:: EXERCISE MATERIALS ::

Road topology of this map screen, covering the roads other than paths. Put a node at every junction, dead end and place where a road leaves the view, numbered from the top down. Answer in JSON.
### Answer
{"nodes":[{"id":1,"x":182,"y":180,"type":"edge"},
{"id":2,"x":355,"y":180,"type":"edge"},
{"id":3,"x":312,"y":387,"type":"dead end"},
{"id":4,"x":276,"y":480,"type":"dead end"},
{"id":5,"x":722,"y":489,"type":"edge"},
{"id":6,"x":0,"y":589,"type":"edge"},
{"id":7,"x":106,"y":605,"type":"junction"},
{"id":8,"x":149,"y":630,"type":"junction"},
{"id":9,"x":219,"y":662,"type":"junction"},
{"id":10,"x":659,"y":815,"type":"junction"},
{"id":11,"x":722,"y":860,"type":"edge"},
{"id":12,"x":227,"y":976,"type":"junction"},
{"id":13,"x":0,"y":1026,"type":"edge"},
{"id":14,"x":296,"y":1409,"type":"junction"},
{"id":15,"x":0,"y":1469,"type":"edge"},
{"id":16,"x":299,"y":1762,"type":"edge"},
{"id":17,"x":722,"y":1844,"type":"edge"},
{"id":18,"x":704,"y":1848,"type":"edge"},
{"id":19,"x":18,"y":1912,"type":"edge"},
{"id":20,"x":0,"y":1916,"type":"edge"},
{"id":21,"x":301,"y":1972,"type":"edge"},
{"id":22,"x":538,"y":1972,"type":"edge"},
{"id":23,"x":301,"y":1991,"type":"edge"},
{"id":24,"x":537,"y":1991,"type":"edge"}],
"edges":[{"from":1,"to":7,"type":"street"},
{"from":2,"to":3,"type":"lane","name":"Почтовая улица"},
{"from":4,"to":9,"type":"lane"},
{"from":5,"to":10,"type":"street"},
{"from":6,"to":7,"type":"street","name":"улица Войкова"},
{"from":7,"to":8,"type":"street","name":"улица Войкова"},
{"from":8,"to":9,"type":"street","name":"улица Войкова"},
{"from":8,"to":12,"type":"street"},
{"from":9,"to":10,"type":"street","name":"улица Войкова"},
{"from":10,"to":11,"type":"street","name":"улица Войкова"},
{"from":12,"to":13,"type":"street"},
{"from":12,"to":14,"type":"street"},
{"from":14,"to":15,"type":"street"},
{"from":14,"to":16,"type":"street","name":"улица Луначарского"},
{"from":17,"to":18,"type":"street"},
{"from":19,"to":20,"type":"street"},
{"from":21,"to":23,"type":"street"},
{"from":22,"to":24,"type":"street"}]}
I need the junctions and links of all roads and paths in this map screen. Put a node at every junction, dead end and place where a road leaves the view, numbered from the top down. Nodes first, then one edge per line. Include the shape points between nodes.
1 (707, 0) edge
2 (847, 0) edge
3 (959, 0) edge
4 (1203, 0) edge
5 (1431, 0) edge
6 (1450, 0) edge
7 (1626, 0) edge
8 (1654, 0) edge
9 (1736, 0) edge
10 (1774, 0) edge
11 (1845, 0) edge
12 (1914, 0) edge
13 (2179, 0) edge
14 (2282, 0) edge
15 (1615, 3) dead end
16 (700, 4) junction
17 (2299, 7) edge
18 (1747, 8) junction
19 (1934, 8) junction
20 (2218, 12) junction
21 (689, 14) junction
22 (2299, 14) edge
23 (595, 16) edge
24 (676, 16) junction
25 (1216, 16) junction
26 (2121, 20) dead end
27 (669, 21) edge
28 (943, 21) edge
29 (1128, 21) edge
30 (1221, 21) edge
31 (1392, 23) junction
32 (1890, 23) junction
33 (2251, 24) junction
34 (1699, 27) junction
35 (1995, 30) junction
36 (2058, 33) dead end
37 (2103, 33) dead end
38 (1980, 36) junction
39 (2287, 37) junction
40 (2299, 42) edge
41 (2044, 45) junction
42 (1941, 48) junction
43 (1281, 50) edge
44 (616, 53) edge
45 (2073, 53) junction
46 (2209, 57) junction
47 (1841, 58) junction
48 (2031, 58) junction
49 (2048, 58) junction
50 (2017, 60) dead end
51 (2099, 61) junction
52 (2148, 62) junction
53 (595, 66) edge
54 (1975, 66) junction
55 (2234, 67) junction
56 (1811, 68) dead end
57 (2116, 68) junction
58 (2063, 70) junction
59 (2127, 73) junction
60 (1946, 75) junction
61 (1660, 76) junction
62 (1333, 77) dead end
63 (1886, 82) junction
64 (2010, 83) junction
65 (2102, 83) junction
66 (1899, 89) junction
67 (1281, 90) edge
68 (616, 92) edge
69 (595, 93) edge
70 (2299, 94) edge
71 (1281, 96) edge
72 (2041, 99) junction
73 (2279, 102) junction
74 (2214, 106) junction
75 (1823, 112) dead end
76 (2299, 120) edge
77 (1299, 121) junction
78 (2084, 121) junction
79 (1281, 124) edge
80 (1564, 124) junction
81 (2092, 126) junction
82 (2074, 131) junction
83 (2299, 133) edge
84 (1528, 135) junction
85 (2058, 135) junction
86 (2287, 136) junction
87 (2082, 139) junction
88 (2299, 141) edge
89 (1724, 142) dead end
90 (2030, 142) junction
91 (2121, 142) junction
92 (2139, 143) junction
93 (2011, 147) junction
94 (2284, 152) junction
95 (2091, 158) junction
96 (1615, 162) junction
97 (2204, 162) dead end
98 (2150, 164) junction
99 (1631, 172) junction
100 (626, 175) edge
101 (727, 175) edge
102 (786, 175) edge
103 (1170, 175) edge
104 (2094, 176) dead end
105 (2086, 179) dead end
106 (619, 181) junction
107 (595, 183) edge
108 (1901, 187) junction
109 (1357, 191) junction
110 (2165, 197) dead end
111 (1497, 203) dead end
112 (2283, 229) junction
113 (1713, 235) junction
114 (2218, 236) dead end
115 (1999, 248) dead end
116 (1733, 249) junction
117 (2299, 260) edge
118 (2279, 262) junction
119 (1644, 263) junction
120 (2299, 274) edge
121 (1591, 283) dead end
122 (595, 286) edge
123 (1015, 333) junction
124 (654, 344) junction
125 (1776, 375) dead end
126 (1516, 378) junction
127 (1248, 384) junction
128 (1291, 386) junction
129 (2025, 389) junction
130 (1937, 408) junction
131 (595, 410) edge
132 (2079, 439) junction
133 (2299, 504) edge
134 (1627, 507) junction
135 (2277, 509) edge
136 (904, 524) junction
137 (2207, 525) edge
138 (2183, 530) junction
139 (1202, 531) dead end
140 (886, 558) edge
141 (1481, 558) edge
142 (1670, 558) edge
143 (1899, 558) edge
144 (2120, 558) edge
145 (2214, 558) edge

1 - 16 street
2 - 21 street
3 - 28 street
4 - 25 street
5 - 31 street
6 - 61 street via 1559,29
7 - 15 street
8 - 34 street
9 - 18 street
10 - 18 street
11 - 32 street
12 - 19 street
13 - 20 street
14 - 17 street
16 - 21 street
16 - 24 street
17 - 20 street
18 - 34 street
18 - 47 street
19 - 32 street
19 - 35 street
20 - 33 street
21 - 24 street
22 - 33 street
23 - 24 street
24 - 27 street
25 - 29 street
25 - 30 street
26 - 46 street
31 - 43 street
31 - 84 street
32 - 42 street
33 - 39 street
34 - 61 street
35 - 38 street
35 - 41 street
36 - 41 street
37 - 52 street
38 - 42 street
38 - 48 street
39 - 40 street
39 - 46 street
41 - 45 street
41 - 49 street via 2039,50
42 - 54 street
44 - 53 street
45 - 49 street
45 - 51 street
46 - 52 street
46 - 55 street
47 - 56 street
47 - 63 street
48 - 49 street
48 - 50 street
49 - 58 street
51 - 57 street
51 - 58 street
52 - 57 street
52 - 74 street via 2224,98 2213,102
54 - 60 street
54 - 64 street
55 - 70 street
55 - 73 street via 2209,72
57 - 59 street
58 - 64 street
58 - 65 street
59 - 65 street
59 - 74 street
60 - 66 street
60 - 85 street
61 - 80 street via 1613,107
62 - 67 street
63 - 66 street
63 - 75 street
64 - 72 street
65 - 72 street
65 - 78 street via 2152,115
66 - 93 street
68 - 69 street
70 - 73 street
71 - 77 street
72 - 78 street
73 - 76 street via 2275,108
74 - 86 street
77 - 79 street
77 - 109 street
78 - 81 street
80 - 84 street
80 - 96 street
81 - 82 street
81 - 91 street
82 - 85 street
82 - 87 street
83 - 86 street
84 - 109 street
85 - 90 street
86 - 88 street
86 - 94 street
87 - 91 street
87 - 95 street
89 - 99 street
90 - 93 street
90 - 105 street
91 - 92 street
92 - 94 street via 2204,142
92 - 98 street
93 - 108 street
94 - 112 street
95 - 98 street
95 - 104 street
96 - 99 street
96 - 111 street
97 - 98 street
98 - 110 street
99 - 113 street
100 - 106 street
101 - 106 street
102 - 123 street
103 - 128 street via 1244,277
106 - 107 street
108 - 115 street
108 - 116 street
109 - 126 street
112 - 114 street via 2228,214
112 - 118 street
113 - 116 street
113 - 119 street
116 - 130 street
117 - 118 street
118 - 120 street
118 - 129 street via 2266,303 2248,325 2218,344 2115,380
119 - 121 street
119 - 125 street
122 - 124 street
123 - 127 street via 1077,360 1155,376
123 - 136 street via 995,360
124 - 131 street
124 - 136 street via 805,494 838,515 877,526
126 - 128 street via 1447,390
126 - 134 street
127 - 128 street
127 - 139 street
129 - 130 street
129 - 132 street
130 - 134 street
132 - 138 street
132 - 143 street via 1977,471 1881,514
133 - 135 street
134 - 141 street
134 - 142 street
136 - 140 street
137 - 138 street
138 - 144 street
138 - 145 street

:::

From the records above, copy each line that contains the word "leaves".

→ **RESPONSE BELOW**
Road topology of this map screen, covering the roads other than paths. Put a node at every junction, dead end and place where a road leaves the view, numbered from the top down. Answer in JSON.
I need the junctions and links of all roads and paths in this map screen. Put a node at every junction, dead end and place where a road leaves the view, numbered from the top down. Nodes first, then one edge per line. Include the shape points between nodes.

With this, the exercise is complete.